– Maleństwa są zdrowe i zaopiekowane, a mama spisuje się na medal. Spotkacie je w pawilonie Sahara, tuż obok wejścia głównego – informuje w mediach społecznościowych ZOO Wrocław.
Zobacz film, jaki nakręcili pracownicy ogrodu:
Maluchy urodziły się prawie bez kolców, ale sytuacja szybko się zmieniła: w przypadku zwierząt tego gatunku już kilka godzin po narodzinach nieliczne kolce wydłużają się aż czterokrotnie, a po dwóch tygodniach jeże są już nimi pokryte jak należy.
Uszy jak radary, całkiem długi ogonek
Jak łatwo zgadnąć, jeże uszate zawdzięczają swoją nazwę wyjątkowo imponującym – jak na rozmiary tego niedużego zwierzęcia – czterocentymetrowym uszom, które niczym radar pozwalają namierzyć coś, co nadaje się do zjedzenia, np. chrząszcza, ślimaka, jaszczurkę, węża. Pozwalają pozbywać się nadmiaru ciepła.

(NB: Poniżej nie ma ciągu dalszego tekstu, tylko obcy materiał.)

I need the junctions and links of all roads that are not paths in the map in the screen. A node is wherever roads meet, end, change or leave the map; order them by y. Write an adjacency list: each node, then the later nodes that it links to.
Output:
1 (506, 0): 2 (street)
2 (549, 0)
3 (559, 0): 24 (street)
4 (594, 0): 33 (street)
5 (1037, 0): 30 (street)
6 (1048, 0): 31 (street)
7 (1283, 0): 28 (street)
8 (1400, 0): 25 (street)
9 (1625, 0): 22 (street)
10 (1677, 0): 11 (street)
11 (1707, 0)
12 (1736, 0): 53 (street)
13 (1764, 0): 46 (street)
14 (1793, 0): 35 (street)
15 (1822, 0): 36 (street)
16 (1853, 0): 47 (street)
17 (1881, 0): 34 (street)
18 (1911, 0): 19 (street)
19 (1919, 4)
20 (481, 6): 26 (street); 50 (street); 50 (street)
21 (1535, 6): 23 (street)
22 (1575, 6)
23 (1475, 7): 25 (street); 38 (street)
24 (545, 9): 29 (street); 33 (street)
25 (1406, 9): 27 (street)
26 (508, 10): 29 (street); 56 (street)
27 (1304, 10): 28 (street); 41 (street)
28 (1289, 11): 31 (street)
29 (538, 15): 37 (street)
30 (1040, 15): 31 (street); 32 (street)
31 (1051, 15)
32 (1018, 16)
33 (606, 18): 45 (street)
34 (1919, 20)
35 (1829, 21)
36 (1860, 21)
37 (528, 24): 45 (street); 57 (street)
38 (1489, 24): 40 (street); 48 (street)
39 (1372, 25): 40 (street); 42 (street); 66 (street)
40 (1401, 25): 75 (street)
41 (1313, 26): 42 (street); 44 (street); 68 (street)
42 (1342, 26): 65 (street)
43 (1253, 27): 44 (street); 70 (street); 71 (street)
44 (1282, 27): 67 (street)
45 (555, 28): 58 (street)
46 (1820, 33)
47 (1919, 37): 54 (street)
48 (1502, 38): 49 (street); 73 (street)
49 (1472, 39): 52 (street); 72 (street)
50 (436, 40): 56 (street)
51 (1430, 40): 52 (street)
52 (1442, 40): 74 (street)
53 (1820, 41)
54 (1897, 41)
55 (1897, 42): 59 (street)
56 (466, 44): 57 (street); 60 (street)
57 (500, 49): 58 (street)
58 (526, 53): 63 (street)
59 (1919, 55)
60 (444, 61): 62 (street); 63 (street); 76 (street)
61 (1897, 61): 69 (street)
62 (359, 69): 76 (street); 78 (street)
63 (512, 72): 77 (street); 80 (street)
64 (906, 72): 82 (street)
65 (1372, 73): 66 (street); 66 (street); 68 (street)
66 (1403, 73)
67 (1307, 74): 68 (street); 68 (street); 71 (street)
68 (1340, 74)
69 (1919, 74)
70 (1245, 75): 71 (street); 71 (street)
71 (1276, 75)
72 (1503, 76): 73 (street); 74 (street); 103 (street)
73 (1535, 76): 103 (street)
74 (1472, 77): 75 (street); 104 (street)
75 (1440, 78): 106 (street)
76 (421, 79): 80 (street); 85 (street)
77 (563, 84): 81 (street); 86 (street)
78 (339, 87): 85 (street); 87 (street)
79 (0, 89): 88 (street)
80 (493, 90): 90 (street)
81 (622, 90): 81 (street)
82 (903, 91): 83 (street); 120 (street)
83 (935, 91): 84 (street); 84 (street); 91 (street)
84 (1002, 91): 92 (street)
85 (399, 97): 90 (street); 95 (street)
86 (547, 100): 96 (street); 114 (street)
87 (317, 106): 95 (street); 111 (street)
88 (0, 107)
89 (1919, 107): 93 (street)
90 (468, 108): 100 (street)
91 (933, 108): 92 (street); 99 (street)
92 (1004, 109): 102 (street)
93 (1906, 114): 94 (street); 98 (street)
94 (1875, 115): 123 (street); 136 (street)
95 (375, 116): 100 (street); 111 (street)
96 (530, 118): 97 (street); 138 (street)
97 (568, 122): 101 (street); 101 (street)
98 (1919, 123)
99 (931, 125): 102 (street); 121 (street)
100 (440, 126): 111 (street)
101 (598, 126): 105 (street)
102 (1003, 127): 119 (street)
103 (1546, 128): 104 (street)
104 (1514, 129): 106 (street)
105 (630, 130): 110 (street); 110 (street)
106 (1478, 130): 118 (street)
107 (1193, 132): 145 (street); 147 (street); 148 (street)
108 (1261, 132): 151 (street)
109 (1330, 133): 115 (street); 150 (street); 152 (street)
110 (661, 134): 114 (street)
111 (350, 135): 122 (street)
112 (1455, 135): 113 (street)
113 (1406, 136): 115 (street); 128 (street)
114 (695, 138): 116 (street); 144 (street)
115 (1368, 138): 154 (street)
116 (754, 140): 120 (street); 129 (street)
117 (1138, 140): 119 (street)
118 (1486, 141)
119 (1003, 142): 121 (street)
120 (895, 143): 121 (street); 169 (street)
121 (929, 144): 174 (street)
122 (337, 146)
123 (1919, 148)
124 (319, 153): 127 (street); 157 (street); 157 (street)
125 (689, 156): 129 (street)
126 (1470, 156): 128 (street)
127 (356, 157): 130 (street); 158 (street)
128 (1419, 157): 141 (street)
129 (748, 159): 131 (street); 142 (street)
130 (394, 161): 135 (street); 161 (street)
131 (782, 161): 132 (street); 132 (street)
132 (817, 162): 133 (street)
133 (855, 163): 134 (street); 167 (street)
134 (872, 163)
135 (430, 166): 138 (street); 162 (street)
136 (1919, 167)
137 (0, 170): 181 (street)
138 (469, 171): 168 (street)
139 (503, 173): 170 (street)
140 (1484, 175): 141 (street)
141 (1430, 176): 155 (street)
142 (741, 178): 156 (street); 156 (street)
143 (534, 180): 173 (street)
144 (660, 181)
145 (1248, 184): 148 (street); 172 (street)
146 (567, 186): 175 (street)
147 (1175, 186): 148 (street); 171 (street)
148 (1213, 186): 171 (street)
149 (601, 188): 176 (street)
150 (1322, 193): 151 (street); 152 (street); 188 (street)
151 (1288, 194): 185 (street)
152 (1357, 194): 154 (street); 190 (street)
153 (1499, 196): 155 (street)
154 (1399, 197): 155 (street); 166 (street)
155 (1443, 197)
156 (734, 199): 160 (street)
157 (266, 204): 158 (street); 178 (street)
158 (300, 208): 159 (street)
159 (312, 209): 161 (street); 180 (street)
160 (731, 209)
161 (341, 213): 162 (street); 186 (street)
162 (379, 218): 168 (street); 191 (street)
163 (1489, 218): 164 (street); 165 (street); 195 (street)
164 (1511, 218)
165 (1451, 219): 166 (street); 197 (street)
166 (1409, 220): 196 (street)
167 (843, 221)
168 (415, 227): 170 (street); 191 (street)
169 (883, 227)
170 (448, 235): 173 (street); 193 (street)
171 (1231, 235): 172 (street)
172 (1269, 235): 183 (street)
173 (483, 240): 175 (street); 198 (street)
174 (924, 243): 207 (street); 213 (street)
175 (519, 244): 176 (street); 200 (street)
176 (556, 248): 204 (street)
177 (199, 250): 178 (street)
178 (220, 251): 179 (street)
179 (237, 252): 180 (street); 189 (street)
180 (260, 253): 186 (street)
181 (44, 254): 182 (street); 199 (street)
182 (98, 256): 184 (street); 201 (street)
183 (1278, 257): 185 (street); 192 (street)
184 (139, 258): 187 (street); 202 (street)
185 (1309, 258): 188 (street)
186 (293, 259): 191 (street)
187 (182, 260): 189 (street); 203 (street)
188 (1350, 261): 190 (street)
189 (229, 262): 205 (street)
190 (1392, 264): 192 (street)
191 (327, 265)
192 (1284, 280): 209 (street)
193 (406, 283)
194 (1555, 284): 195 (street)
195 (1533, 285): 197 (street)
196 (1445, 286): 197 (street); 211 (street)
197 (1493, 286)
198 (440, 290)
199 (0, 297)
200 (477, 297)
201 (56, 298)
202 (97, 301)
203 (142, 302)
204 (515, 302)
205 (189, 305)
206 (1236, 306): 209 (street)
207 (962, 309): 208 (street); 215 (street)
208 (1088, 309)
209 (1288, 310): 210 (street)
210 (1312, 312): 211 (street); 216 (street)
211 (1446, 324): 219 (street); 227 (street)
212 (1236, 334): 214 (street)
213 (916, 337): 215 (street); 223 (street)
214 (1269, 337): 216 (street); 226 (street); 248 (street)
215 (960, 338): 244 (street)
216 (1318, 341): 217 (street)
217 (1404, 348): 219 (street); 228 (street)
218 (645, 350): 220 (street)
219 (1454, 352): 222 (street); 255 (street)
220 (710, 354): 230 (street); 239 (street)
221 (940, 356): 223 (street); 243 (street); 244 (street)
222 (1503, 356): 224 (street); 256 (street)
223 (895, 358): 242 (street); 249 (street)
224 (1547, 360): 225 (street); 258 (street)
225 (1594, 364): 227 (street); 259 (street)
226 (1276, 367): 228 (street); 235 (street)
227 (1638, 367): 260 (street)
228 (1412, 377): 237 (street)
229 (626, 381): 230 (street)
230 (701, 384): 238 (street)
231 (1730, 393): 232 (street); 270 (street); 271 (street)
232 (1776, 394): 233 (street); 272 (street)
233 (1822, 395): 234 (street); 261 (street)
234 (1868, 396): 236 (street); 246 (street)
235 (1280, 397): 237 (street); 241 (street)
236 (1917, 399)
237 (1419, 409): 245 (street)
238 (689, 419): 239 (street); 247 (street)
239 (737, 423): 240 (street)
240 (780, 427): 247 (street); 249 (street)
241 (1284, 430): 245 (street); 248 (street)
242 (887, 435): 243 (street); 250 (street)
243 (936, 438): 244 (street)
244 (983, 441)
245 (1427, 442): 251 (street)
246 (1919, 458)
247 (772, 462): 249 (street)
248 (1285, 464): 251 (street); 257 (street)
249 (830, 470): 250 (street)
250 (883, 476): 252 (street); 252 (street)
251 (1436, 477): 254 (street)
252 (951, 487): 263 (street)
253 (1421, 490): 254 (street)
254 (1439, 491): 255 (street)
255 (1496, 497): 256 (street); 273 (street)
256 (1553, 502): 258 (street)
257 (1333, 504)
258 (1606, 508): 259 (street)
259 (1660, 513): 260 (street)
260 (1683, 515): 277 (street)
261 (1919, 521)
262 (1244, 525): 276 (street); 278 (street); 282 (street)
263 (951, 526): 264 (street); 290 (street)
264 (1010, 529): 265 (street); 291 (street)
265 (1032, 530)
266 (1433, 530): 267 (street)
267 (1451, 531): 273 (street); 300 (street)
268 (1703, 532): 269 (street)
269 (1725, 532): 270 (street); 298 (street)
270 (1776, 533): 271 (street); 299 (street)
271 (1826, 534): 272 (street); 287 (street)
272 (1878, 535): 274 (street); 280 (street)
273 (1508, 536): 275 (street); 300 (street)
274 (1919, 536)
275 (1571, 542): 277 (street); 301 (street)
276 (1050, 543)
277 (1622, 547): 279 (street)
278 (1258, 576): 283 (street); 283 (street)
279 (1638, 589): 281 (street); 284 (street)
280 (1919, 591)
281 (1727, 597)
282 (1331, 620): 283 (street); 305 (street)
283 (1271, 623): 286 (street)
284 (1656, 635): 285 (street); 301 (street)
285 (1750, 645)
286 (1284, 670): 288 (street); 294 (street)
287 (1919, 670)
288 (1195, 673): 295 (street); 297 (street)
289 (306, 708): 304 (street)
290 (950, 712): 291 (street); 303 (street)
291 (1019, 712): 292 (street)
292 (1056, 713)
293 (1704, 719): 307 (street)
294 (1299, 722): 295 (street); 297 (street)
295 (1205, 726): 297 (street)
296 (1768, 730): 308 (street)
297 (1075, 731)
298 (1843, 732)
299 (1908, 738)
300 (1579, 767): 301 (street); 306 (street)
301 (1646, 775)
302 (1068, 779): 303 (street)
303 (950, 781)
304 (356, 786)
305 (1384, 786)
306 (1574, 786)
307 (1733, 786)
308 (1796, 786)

Jeże uszate mogą też pochwalić się całkiem długim, bo aż pięciocentymetrowym ogonem. To sporo, bo są mniejsze niż te, które znamy z Polski - ważą do 400 g i mają od 12 do 27 cm długości.
Supermoc, która pomaga przetrwać
Mają świetny słuch i węch oraz supermoc, która pozwala im przetrwać w trudnych warunkach: są w stanie poradzić sobie bez jedzenia i picia nawet przez kilka tygodni. Żeby zdobyć pokarm, pokonują nawet 10 km, potrafią też... wspinać się na krzaki.
Jeże uszate żyją w naturze w Azji Środkowej i na Bliskim Wschodzie. Jak czytamy na stronie wrocławskiego zoo, zamieszkują suche stepy, półpustynie i pustynie, gdzie kopią sobie nory (albo przejmują cudze). Raj według nich to sucha dolina rzeczna, opuszczony rów nawadniający, miejsce, w którym rosną krzaki, ale można je spotkać także w oazach i blisko ludzkich osad.